Data extracted from a collection:
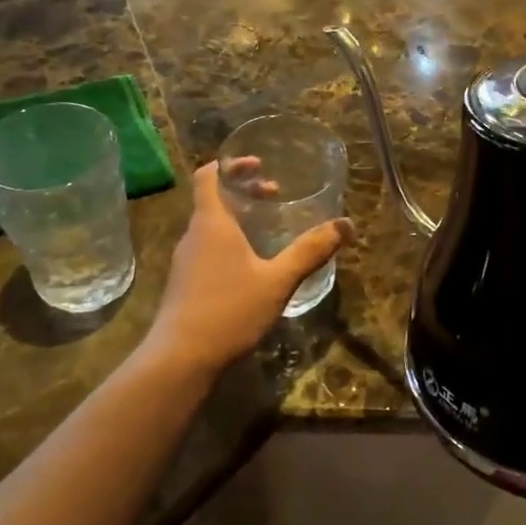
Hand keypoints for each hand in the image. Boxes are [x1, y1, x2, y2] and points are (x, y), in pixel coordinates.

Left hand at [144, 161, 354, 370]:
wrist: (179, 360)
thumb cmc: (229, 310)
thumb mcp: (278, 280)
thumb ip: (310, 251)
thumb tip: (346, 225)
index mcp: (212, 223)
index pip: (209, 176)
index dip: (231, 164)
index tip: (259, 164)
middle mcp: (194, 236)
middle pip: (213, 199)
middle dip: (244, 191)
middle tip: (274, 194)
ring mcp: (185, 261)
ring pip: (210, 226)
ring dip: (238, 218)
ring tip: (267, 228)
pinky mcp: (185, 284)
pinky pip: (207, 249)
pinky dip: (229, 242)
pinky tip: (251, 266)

---

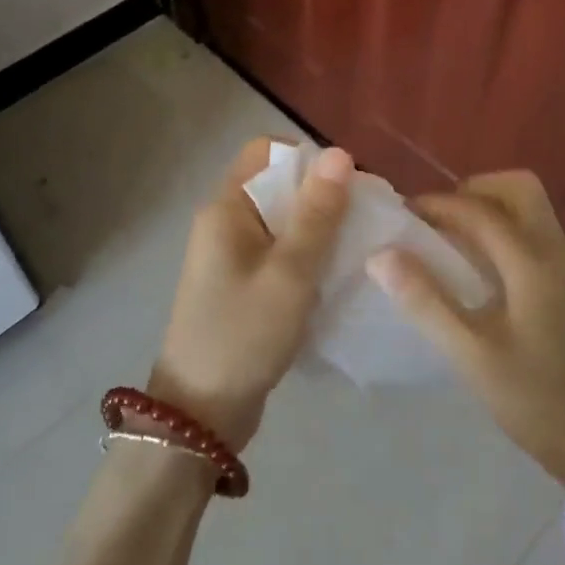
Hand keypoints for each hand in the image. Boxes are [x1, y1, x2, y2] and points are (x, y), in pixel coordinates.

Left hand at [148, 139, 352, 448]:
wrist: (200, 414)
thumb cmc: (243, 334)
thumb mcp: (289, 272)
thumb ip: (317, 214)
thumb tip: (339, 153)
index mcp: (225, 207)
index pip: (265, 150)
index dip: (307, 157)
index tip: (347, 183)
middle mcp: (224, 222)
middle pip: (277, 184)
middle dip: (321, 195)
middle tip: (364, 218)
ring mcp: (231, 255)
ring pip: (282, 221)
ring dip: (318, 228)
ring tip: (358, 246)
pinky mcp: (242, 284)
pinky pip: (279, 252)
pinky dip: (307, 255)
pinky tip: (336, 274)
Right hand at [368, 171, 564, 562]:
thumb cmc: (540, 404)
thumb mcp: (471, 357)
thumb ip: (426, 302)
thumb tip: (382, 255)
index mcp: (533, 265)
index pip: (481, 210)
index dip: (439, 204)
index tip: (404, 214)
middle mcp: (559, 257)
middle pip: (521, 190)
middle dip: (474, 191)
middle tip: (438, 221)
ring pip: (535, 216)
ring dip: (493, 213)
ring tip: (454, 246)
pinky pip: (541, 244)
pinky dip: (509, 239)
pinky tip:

» Brief: Taking the entries above, write out exactly each line from the one holding "ring mcp: (185, 261)" to the one holding "pinky tip: (251, 266)", both included, and stop there.

» Answer section:
ring mcp: (185, 261)
ring pip: (210, 226)
ring dip: (238, 218)
ring tip: (267, 228)
pinky mcp: (185, 284)
pinky pip: (207, 249)
pinky dip: (229, 242)
pinky tip: (251, 266)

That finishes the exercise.